Yearlings are paraded around the handsome sales ring while the machine-gun patter and unmistakeable cadences of the auctioneers try to wring top dollar, or rather top guinea, from the weather-beaten faces on the green benches.

Among those in attendance is one of the country's top trainers, Mark Johnston. He warns, in stark terms, that many of these young horses will end up running in races which are simply pointless: there is not enough prize money to go around.

606: DEBATE
Honest Frank

"Most of us in the racing industry would firmly agree," he says, "that there needs to be a reduction of up to 20% in the number of fixtures."

At Worcester, on a cold Wednesday afternoon, there is a reasonable gate: 1,395 punters have turned out, according to the official attendance. It certainly compares well to, say, an unglamorous county cricket fixture.

But some of the prize money is puny: for the seventh race, only £1,049. Even for the winner, that will barely cover costs. And among the more experienced faces at the course, talk is less of a larky day out, and more of a ritual under trial.

Dave Smith is a bookmaker who has been working his pitch at Worcester for 27 years. Takings are, he says, down to a third of what they were even five years ago.

"It's in a rut at the moment. With 24 hour-a day gambling, the money's spread so thin.
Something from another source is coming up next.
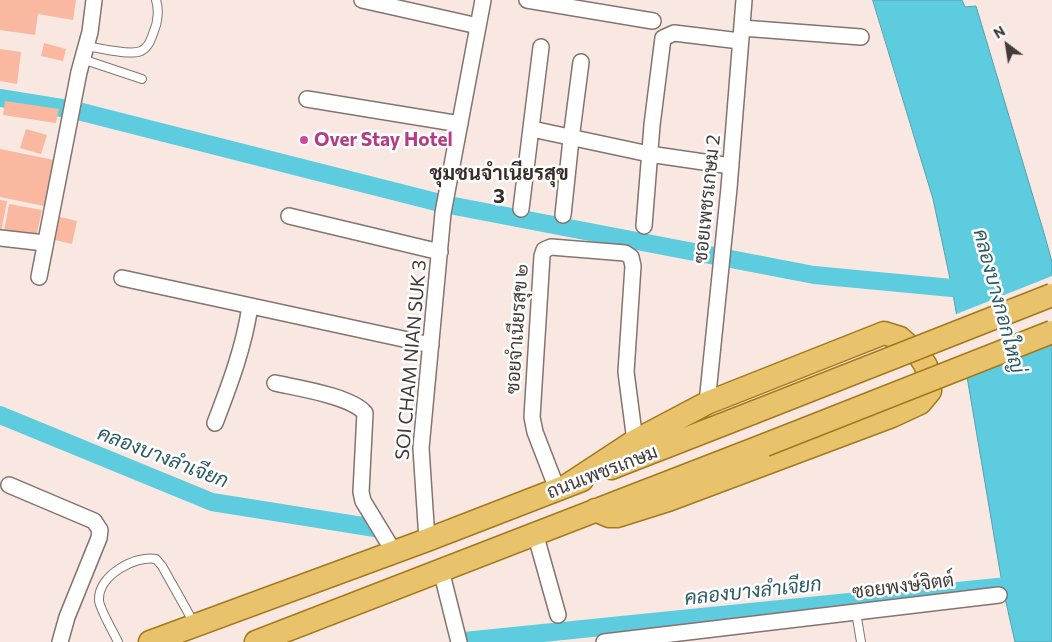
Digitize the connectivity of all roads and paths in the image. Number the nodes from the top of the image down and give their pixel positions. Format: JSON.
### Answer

I don't know whether it will ever come back, or whether it will just be a general decline."

Some of the older punters agree, talking of shock and pity at how the atmosphere has flattened, the crowds on the "cheap side" have thinned.

John Swinson has been coming for 50 years. "We used to come here, and it was a jolly old time," he says. "In recent years, not least this season, it seems to have dwindled down, and the crowds are abysmal."

Coward, from the BHA, says that he is championing reform: changes to the racing calendar have been met with hostility from some of the ruddier faces around the winners' enclosure.

But his warning, earlier this year, that racing may have to shed 150 of its roughly 1,500 annual fixtures proved to be a false alarm. The BHA decided only to cut the number of races by 23.

Racing is taking its place in the queue of sports wrestling with money and with image. And some of its most ardent supporters are warning that without deep change, the sport of kings may become just that esoteric.